The latest baseball news from the winter meetings is that Aaron Judge will not leave the Yankees; he re-signed with the team for 9 years and $360M. Considering that he hit an AL record 62 home runs last year, it is not all that surprising that he will be making more per year than any other position player – – for now, nor is it too surprising that the Yankees opened the exchequer to retain his services.
As far as I can tell, Judge and Clayton Kershaw are the only free agents who have signed up with their previous teams during this free agency season. There have been several signings announced and I believe all the others involve a change of venue for the players. Stay tuned; this free agency shuffle has only just begun.
The FIFA World Cup is down to what we here in the US would call the “Elite Eight”. Because of the way lots are drawn to assign teams to Groups, it would be a stretch to say that FIFA had “engineered” this bracket but consider the following:
- Had Morocco not shocked Spain in the knockout round, Spain would be playing Portugal this weekend. No national rivalry there…
- England and France will play each other this weekend. No national rivalry there…
- If Brazil and Argentina win this weekend, those two sides will meet in the semi-final round. No national rivalry there … [Aside: Brazil is a heavy favorite to beat Croatia and Argentina is a small favorite to beat the Netherlands this weekend.]
Having referred to wagering on the World Cup, it is interesting to check out some of the reports about global action on these games.
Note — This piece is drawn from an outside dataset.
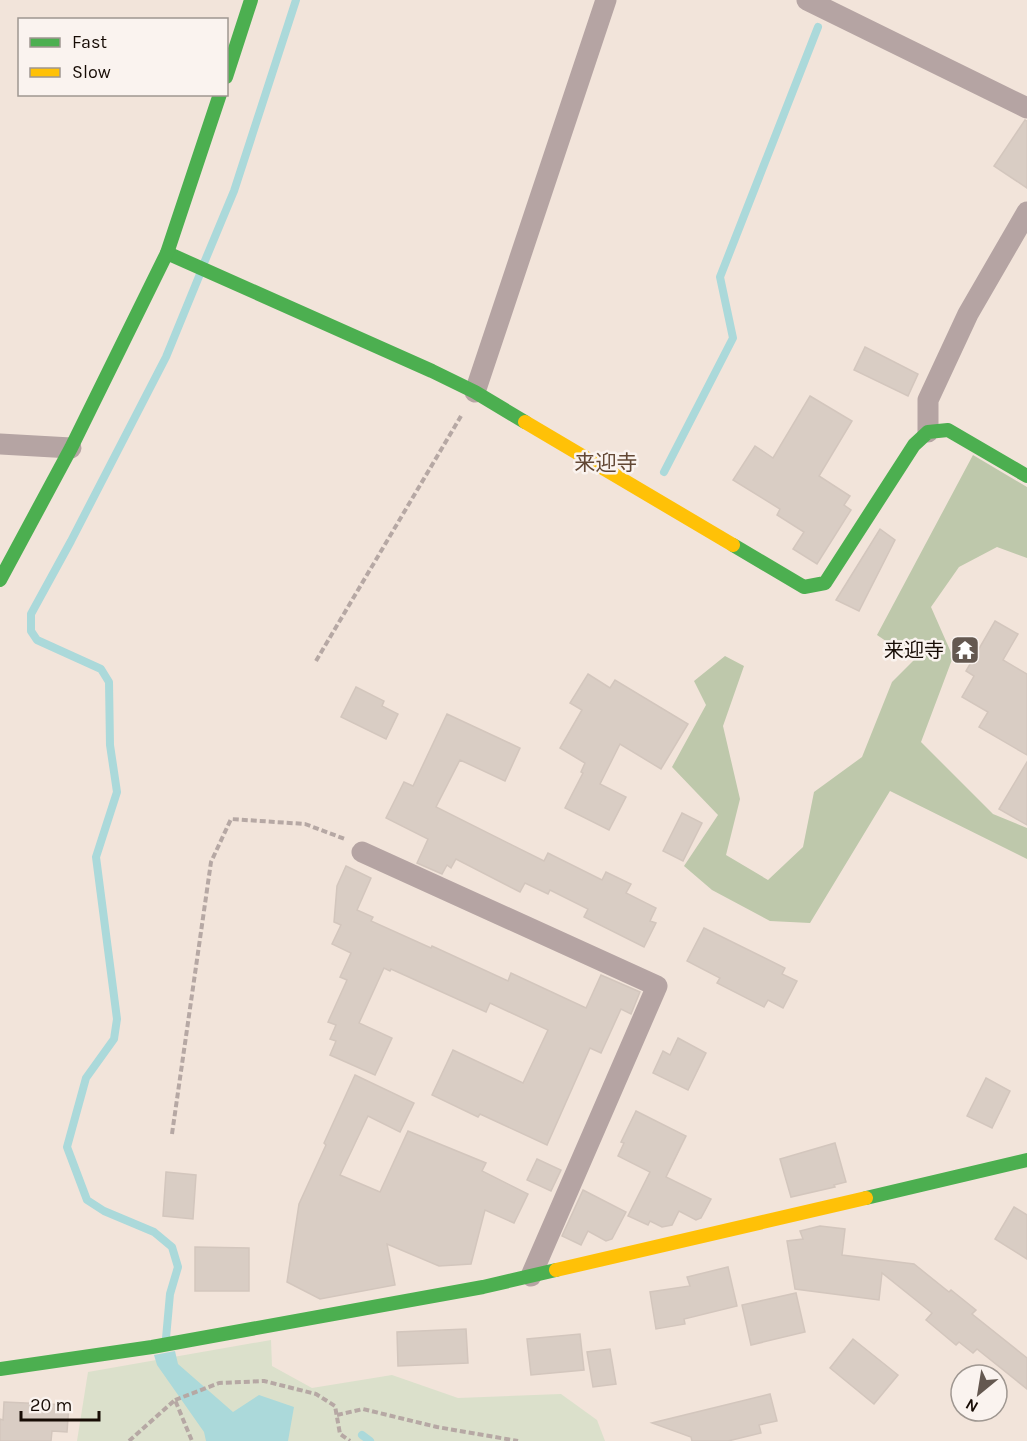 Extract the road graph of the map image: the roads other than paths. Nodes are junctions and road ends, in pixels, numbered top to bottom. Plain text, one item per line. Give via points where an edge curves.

According to the folks at Barclays (the former sponsor and banker for the English Premier League), their estimate for the handle on all the World Cup Games is $35B. If that turns out to be the actual handle, it would be a 65% increase over the handle for the World Cup in 2018.
One reason for the increase is the situation here in the US. In 2018, sports betting was not allowed in almost every state; now in 2022, more than 30 states have legalized sports wagering; so naturally, there has been a large uptick in bets placed in the US. One report I read said that the estimate for World Cup wagering in the US would be $2B and that would represent almost a 400% increase as compared to 2018.
Standard wagering on World Cup games is akin to money line wagering on college or NFL football games. You pick the winner, and the sportsbook offers odds that vary from time to time based on their attempt to balance their exposure. However, there is a wrinkle. Since soccer games – prior to the knockout round in the World Cup – can end in a draw, one can also wager on the outcome being a draw. [Aside: There is also a bet at reduced odds called “Draw No Bet” where you pick a side to win but if the game ends in a draw it is considered a push and you get your original wager back. This option is used by bettors in only a small percentage of the bets.]
The existence of the “Draw” option on the money line provides a lucrative advantage for the sportsbook. The vast majority of bettors on the game outcome opt to pick a side to win the game at odds that can typically vary from minus-300 to +500. And all those majority wagers are losers when/if the game ends in a draw. In the Group Stage of this year’s World cup, I counted 9 draws; that means the sportsbooks “cleaned up” on nine of the 48 games in the Group Stage – two of those thanks to the US team.
There is another outcome of this year’s World Cup in Qatar; this one makes me shake my head as I try to understand it. There is a report that Qatar is going to put in a bid to host the Summer Olympic Games in 2036. The stadium venues built for this World Cup would provide a sound basis for holding the actual competitions; the country built 7 new facilities to host the World Cup and did a “tear-down/re-build” operation on an eighth stadium. The fact that Qatar might offer a bid for the Olympics in 2036 leads to a couple of issues in my mind:
- The World Cup is a big event; the Olympics are a colossal event. The World Cup had 32 teams representing their countries this year; the Tokyo Olympics had about 200 teams. A soccer team has about 25 members plus coaches and staff; that means the competitors number less than a thousand. The Tokyo Olympics had over 10,000 athletes competing so when you add in coaches and staff the number of athletes and staff would certainly dwarf what existed for the World Cup. Qatar is a geographically small country; will everyone associated with the Olympics plus the spectators fit?
- The Summer Olympics take place in – – wait for it – – the summer. We have been down that road before; the reason this year’s World Cup is happening in November/December is because summer temperatures in Qatar are not compatible with outdoor athletic competitions.
- [Aside: The IOC may need to deal with that sort of climatic reality soon because there are reports that India, Indonesia and Saudi Arabia may also make a pitch for hosting the Games in 2036. Maybe the Summer Games will need to be re-branded as the “Not-Winter Olympic Games”?]
In case you are wondering why Qatari officials are looking at a bid for the 2036 games, the reason is that the venues for the Summer Olympics are already awarded through 2032.
- Paris, France in 2024
- Los Angeles, USA in 2028 (along with Canada and Mexico)
- Brisbane, Australis in 2032
Finally, let me close today with this item from The Official Dictionary of Sarcasm that seems eerily accurate these days:
“Kindergarten: Former platform for early learning and playtime; currently the time in a child’s life when he or she better damn well decide exactly what they want out of life and get going on a plan to make it happen.”